-- Information provided --

----------

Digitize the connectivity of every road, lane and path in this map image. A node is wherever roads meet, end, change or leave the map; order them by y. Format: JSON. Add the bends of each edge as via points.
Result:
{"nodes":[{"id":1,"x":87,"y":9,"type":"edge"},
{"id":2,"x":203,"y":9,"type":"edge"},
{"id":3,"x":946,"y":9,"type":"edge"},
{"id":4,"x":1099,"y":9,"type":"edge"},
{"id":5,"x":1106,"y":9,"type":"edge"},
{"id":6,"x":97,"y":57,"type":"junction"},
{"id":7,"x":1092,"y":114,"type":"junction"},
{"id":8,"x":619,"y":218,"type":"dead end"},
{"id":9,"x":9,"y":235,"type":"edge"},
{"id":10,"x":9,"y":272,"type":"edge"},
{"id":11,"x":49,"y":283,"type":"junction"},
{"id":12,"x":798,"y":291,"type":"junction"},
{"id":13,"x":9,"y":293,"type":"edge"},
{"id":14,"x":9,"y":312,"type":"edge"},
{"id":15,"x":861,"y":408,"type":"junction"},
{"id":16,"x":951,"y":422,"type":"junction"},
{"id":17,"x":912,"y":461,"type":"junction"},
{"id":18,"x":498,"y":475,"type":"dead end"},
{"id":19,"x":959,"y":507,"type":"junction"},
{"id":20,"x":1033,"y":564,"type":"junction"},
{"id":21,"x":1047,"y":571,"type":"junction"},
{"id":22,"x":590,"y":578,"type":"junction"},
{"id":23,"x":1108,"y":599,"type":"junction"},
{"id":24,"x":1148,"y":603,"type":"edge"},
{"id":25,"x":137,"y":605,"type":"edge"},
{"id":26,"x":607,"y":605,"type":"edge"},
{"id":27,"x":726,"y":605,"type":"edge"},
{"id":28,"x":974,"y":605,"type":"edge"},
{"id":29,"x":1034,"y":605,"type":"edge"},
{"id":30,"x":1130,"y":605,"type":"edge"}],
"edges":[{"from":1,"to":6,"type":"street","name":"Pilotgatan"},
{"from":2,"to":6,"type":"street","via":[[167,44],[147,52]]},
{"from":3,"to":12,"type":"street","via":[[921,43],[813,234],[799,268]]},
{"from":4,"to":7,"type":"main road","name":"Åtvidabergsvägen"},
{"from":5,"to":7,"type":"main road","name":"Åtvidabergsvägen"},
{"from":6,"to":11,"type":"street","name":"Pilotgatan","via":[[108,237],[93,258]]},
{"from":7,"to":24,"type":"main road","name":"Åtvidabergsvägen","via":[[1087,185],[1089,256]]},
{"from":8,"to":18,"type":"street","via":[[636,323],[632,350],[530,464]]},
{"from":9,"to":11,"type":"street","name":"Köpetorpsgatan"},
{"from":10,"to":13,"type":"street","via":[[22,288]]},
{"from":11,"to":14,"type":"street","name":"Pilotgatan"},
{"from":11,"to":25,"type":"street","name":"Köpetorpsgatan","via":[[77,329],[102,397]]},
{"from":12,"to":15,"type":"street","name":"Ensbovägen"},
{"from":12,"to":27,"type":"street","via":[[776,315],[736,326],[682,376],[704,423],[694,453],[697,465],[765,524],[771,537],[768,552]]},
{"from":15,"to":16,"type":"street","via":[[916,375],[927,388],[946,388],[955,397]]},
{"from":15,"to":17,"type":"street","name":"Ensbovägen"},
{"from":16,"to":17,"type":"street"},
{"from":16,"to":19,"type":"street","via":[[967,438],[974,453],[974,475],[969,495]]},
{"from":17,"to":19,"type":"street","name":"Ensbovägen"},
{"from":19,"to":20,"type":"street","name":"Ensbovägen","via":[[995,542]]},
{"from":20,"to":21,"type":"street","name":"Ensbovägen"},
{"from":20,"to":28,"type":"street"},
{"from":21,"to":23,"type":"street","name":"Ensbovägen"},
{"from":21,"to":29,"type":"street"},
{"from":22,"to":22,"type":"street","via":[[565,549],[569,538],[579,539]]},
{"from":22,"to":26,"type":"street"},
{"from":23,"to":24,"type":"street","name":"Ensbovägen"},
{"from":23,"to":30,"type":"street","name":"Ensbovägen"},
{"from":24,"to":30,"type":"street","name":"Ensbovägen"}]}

----------

-- Work instruction --
Output the data above without altering a line.

-- Answer box --
Digitize the connectivity of every road, lane and path in this map image. A node is wherever roads meet, end, change or leave the map; order them by y. Format: JSON. Add the bends of each edge as via points.
Result:
{"nodes":[{"id":1,"x":87,"y":9,"type":"edge"},
{"id":2,"x":203,"y":9,"type":"edge"},
{"id":3,"x":946,"y":9,"type":"edge"},
{"id":4,"x":1099,"y":9,"type":"edge"},
{"id":5,"x":1106,"y":9,"type":"edge"},
{"id":6,"x":97,"y":57,"type":"junction"},
{"id":7,"x":1092,"y":114,"type":"junction"},
{"id":8,"x":619,"y":218,"type":"dead end"},
{"id":9,"x":9,"y":235,"type":"edge"},
{"id":10,"x":9,"y":272,"type":"edge"},
{"id":11,"x":49,"y":283,"type":"junction"},
{"id":12,"x":798,"y":291,"type":"junction"},
{"id":13,"x":9,"y":293,"type":"edge"},
{"id":14,"x":9,"y":312,"type":"edge"},
{"id":15,"x":861,"y":408,"type":"junction"},
{"id":16,"x":951,"y":422,"type":"junction"},
{"id":17,"x":912,"y":461,"type":"junction"},
{"id":18,"x":498,"y":475,"type":"dead end"},
{"id":19,"x":959,"y":507,"type":"junction"},
{"id":20,"x":1033,"y":564,"type":"junction"},
{"id":21,"x":1047,"y":571,"type":"junction"},
{"id":22,"x":590,"y":578,"type":"junction"},
{"id":23,"x":1108,"y":599,"type":"junction"},
{"id":24,"x":1148,"y":603,"type":"edge"},
{"id":25,"x":137,"y":605,"type":"edge"},
{"id":26,"x":607,"y":605,"type":"edge"},
{"id":27,"x":726,"y":605,"type":"edge"},
{"id":28,"x":974,"y":605,"type":"edge"},
{"id":29,"x":1034,"y":605,"type":"edge"},
{"id":30,"x":1130,"y":605,"type":"edge"}],
"edges":[{"from":1,"to":6,"type":"street","name":"Pilotgatan"},
{"from":2,"to":6,"type":"street","via":[[167,44],[147,52]]},
{"from":3,"to":12,"type":"street","via":[[921,43],[813,234],[799,268]]},
{"from":4,"to":7,"type":"main road","name":"Åtvidabergsvägen"},
{"from":5,"to":7,"type":"main road","name":"Åtvidabergsvägen"},
{"from":6,"to":11,"type":"street","name":"Pilotgatan","via":[[108,237],[93,258]]},
{"from":7,"to":24,"type":"main road","name":"Åtvidabergsvägen","via":[[1087,185],[1089,256]]},
{"from":8,"to":18,"type":"street","via":[[636,323],[632,350],[530,464]]},
{"from":9,"to":11,"type":"street","name":"Köpetorpsgatan"},
{"from":10,"to":13,"type":"street","via":[[22,288]]},
{"from":11,"to":14,"type":"street","name":"Pilotgatan"},
{"from":11,"to":25,"type":"street","name":"Köpetorpsgatan","via":[[77,329],[102,397]]},
{"from":12,"to":15,"type":"street","name":"Ensbovägen"},
{"from":12,"to":27,"type":"street","via":[[776,315],[736,326],[682,376],[704,423],[694,453],[697,465],[765,524],[771,537],[768,552]]},
{"from":15,"to":16,"type":"street","via":[[916,375],[927,388],[946,388],[955,397]]},
{"from":15,"to":17,"type":"street","name":"Ensbovägen"},
{"from":16,"to":17,"type":"street"},
{"from":16,"to":19,"type":"street","via":[[967,438],[974,453],[974,475],[969,495]]},
{"from":17,"to":19,"type":"street","name":"Ensbovägen"},
{"from":19,"to":20,"type":"street","name":"Ensbovägen","via":[[995,542]]},
{"from":20,"to":21,"type":"street","name":"Ensbovägen"},
{"from":20,"to":28,"type":"street"},
{"from":21,"to":23,"type":"street","name":"Ensbovägen"},
{"from":21,"to":29,"type":"street"},
{"from":22,"to":22,"type":"street","via":[[565,549],[569,538],[579,539]]},
{"from":22,"to":26,"type":"street"},
{"from":23,"to":24,"type":"street","name":"Ensbovägen"},
{"from":23,"to":30,"type":"street","name":"Ensbovägen"},
{"from":24,"to":30,"type":"street","name":"Ensbovägen"}]}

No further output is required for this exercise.